I’m loading data from a schema to another schema on the same Oracle database but it’s slower than when I write a SQL insert statement manually. The bottle neck of the execution is in the steps from the LKM SQL to SQL. What should I do?

Why does it happen?

Loading Knowledge Modules (LKMs) are used to load the data from one Data Server to another. It usually connects to the source and the target Data Server to execute some steps on each of them. This is required when working with different technologies or different database instances for instance. So if we define two Data Servers to connect to our two database schemas, we will need a LKM.

In this example, I will load a star schema model in HR_DW schema, using the HR schema from the same database as a source. Let’s start with the approach using two Data Servers.
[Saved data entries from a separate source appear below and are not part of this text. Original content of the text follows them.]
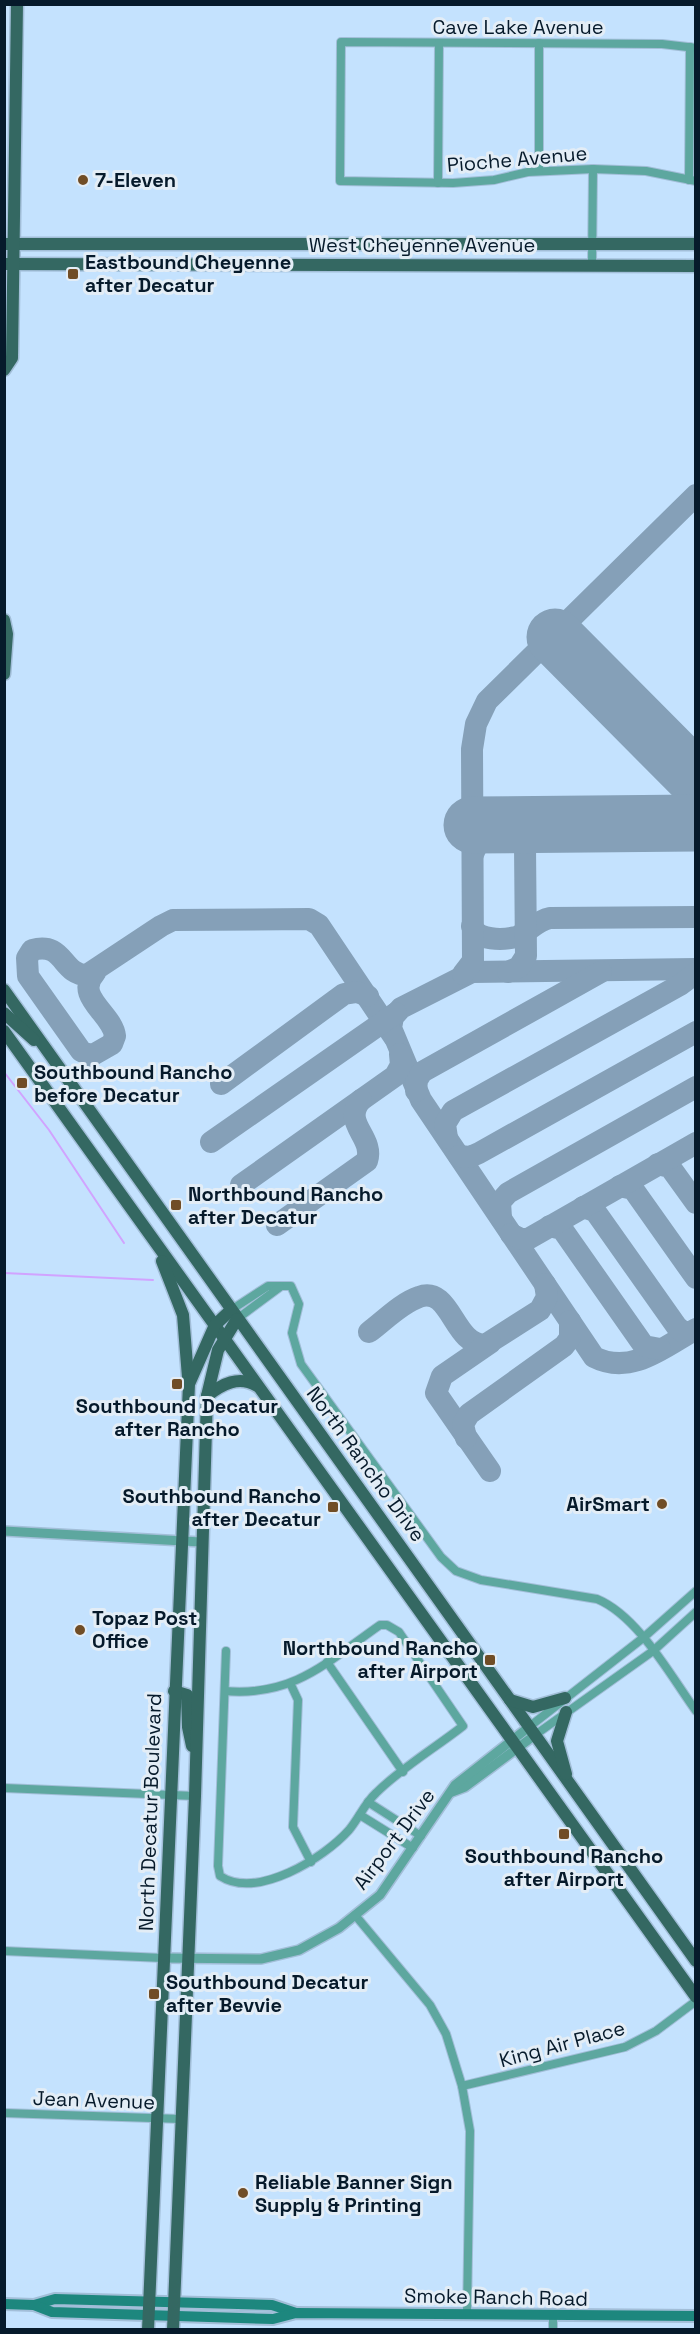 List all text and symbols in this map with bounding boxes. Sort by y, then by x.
street label: Cave Lake Avenue [432,14,604,40]
street label: Pioche Avenue [446,140,588,178]
place label: 7-Eleven [95,167,176,193]
marker: 7-Eleven [76,173,90,187]
street label: West Cheyenne Avenue [309,232,535,258]
place label: Eastbound Cheyenne after Decatur [85,249,291,298]
marker: Eastbound Cheyenne after Decatur [66,267,80,281]
place label: Southbound Rancho before Decatur [34,1059,232,1108]
marker: Southbound Rancho before Decatur [15,1076,29,1090]
place label: Northbound Rancho after Decatur [188,1181,383,1230]
marker: Northbound Rancho after Decatur [169,1198,183,1212]
marker: Southbound Decatur after Rancho [170,1377,184,1391]
street label: North Rancho Drive [301,1381,431,1547]
place label: Southbound Decatur after Rancho [76,1393,278,1442]
place label: Southbound Rancho after Decatur [123,1483,321,1532]
place label: AirSmart [566,1491,650,1517]
marker: AirSmart [655,1497,669,1511]
marker: Southbound Rancho after Decatur [326,1500,340,1514]
place label: Topaz Post Office [92,1605,197,1654]
marker: Topaz Post Office [73,1623,87,1637]
place label: Northbound Rancho after Airport [283,1635,478,1684]
marker: Northbound Rancho after Airport [483,1653,497,1667]
street label: North Decatur Boulevard [133,1693,167,1931]
street label: Airport Drive [347,1783,441,1895]
marker: Southbound Rancho after Airport [557,1827,571,1841]
place label: Southbound Rancho after Airport [465,1843,663,1892]
place label: Southbound Decatur after Bevvie [166,1969,368,2018]
marker: Southbound Decatur after Bevvie [147,1987,161,2001]
street label: King Air Place [496,2015,628,2073]
street label: Jean Avenue [32,2085,156,2115]
place label: Reliable Banner Sign Supply & Printing [255,2169,453,2218]
marker: Reliable Banner Sign Supply & Printing [236,2186,250,2200]
street label: Smoke Ranch Road [404,2282,588,2312]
Note that here we use directly the database schema to connect to our Data Servers.

Two Data Servers connecting to the same database instance, using directly the database schema to connect.

And here are the definitions of the physical schemas :

Physical Schemas

Let’s build a simple mapping using LOCATIONS, COUNTRIES and REGIONS as source to denormalize it and load it into a single flattened DIM_LOCATIONS table. We will use Left Outer joins to be sure we don’t miss any location even if there is no country or region associated. We will populate LOCATION_SK with a sequence and use an SCD2 IKM.

Mapping - Logical tab

If we check the Physical tab, we can see two different Execution Groups. This mean the Datastores are in two different Data Servers and therefore a LKM is required. Here I used LKM SQL to SQL (Built-In) which is a quite generic one, not particularly designed for Oracle databases. Performances might be better with a technology-specific KM, like LKM Oracle to Oracle Pull (DB Link). By choosing the right KM we can leverage the technology-specific concepts – here the Oracle database links – which often improve performance. But still, we shouldn’t need any database link as everything lies in the same database instance.

Mapping - Physical tab

 

Another issue is that temporary objects needed by the LKM and the IKM are created in the HR_DW schema. These objects are the C$_DIM_LOCATIONS table created by the LKM to bring the data in the Target Data Servers and the I$_DIM_LOCATIONS table created by the IKM to detect when a new row is needed or when a row needs to be updated according to the SCD2 rules. Even though these objects are deleted in the clean-up steps at the end of the mapping execution, it would be better to use another schema for these temporary objects instead of target schema that we want to keep clean.

The Solution

If the source and target Physical Schemas are located on the same Data Server – and the technology can execute code – there is no need for a LKM. So it’s a good idea to try to reuse as much as possible the same Data Server for data coming from the same place. Actually, the Oracle documentation about setting up the topology recommends to create an ODI_TEMP user/schema on any RDBMS and use it to connect.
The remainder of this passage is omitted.